Gauss-function-based model of hydrophobicity density in proteins

Leszek Konieczny1, Michal Brylinski2 and Irena Roterman3*

1 Institute of Biochemistry, Collegium Medicum – Jagiellonian University, Kopernika 7, 31-034 Cracow, Poland
   Email: mbkoniec@cyf-kr.edu.pl

2 Department of Bioinformatics and Telemedicine, Collegium Medicum – Jagiellonian University, Kopernika 17, 31-501 Cracow, Poland
   Faculty of Chemistry, Jagiellonian University, Ingardena 3, 30-060 Cracow, Poland
   Email: brylinsk@chemia.uj.edu.pl

3 Department of Bioinformatics and Telemedicine, Collegium Medicum – Jagiellonian University, Kopernika 17, 31-501 Cracow, Poland
   Faculty of Physics, Jagiellonian University, Reymonta 4, 30-060 Krakow, Poland
   Email: myroterm@cyf-kr.edu.pl


* Corresponding author


Edited by E. Wingender; received September 29, 2005; revised November 14, 2005; accepted November 26, 2005; published January 23, 2006


Abstract

The model adopting the three-dimensional Gauss function to express the hydrophobicity distribution in proteins is presented in this paper.
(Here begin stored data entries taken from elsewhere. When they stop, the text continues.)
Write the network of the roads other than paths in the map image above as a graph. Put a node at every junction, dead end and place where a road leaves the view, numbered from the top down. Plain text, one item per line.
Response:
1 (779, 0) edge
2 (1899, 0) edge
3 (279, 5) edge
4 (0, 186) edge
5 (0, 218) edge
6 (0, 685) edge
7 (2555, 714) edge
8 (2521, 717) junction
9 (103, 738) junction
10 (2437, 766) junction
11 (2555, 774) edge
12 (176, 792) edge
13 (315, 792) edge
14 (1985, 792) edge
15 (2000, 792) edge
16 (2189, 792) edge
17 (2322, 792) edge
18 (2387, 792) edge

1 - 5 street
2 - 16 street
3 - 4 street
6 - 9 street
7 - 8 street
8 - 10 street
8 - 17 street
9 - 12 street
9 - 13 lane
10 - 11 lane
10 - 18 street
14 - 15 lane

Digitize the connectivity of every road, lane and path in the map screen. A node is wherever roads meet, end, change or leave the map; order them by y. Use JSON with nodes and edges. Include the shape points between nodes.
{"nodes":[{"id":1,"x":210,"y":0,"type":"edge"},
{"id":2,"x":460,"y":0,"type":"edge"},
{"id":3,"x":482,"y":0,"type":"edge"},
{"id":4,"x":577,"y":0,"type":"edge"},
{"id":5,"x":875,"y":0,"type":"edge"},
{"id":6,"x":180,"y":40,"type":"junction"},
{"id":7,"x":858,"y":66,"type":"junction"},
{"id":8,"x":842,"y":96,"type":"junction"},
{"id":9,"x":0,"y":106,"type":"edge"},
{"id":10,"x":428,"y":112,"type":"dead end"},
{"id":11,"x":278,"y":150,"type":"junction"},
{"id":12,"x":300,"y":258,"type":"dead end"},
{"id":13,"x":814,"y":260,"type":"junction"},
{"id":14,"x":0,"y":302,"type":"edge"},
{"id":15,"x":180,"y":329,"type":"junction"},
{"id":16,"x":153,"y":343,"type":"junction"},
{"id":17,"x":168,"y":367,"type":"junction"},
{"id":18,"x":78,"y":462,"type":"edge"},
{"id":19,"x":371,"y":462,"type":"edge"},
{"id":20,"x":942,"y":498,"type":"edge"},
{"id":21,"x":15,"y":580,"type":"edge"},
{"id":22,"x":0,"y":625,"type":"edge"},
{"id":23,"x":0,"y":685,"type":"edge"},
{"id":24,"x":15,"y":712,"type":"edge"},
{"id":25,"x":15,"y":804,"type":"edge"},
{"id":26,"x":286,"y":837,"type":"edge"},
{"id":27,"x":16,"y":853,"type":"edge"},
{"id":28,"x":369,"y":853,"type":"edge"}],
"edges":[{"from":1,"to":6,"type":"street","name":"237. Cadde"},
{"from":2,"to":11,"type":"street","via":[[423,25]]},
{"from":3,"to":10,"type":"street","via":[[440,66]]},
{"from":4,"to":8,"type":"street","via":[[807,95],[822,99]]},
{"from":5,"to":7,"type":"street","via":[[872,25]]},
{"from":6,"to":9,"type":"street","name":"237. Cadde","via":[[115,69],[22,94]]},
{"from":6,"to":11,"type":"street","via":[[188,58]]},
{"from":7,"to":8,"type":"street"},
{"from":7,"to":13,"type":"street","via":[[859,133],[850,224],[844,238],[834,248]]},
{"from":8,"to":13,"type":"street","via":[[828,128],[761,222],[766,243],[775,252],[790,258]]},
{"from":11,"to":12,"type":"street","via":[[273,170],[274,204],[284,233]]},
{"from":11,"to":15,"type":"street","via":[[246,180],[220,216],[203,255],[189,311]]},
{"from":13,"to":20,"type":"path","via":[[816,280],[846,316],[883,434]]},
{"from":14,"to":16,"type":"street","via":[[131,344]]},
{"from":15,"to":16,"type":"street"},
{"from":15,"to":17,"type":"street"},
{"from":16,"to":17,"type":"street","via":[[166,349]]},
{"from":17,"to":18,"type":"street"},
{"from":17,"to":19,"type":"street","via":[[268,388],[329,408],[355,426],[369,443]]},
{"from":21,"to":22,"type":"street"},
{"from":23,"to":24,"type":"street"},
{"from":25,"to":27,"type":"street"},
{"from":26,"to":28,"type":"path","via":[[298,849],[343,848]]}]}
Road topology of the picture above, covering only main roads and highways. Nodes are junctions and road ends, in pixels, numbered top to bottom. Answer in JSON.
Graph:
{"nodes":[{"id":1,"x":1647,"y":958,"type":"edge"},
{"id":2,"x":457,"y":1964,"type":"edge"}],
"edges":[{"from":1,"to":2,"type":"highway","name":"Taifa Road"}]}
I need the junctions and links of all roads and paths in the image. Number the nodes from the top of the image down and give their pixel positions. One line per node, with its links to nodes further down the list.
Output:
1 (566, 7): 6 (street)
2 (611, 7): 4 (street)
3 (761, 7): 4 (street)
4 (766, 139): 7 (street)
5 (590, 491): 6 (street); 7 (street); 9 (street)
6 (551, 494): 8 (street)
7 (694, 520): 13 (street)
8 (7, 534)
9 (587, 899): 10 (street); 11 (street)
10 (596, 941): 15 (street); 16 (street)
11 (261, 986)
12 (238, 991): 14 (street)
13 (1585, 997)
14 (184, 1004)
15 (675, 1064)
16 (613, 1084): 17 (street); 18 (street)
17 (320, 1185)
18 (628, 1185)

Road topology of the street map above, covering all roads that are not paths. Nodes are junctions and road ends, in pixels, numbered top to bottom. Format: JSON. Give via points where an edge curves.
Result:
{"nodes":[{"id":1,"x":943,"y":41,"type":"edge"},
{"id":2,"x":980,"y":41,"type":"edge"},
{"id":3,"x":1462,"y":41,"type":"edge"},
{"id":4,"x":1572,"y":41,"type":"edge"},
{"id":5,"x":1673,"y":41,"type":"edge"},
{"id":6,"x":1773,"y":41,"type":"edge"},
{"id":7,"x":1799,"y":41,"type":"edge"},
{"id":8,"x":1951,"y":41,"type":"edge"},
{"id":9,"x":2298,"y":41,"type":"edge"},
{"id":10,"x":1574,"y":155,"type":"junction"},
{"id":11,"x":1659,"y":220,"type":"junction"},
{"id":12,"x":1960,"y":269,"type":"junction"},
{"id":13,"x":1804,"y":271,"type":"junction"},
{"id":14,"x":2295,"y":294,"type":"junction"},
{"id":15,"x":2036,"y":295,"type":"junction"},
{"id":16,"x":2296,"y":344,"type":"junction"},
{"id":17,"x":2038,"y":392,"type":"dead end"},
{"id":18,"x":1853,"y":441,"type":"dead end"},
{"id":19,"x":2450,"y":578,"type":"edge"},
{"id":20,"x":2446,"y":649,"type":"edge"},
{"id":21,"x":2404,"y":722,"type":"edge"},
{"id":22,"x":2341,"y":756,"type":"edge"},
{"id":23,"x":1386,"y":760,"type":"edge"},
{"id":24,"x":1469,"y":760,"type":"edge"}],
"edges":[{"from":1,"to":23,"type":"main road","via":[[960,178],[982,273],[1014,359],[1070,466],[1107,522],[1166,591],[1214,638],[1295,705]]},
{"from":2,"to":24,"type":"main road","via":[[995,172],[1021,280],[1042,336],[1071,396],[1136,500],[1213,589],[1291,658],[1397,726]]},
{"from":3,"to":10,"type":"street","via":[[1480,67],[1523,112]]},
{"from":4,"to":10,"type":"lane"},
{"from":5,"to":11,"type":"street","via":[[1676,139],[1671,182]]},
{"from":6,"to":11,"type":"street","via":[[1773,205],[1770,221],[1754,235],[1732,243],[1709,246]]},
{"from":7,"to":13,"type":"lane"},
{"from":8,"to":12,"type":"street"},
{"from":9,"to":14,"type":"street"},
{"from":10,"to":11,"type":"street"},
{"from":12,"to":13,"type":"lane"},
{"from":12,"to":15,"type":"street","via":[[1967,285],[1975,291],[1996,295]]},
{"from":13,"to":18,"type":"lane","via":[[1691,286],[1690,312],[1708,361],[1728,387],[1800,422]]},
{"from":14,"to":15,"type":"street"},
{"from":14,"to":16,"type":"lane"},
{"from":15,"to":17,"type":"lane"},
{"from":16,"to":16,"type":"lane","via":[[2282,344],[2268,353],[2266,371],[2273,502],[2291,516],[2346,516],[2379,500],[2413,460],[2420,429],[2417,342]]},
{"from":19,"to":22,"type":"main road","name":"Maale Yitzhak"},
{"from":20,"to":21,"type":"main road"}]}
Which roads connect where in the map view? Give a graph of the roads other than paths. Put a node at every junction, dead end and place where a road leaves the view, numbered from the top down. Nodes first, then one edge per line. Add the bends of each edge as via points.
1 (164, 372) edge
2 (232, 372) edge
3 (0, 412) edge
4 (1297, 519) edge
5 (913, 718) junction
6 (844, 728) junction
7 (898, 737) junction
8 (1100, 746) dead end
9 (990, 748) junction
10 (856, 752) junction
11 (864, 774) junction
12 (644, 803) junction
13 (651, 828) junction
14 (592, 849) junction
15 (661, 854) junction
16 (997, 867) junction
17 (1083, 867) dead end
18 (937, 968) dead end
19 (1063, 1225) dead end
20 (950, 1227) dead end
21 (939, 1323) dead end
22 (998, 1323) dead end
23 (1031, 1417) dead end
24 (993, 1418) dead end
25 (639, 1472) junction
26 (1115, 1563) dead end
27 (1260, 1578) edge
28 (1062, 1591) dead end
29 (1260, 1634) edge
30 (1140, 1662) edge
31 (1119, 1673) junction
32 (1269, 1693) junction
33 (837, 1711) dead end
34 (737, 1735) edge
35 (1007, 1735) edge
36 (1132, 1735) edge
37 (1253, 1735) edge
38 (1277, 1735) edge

The tendency to create the hydrophobic center during protein folding is expressed in form of an external force field of the form of three-dimensional Gauss function which directs the folding polypeptide to locate the hydrophobic residues in a central part of the molecule and hydrophilic ones exposed toward the molecular surface. The decrease of the differences between hydrophobicity distribution as it appears at each step of the folding simulation and the expected hydrophobicity distribution (three-dimensional Gauss function) is the convergence criterion together with traditional non-bonding interaction optimization. The model was applied to fold the hypothetical membrane protein (target protein in CASP6) TA0354_69_121 from Thermoplasma acidophilum.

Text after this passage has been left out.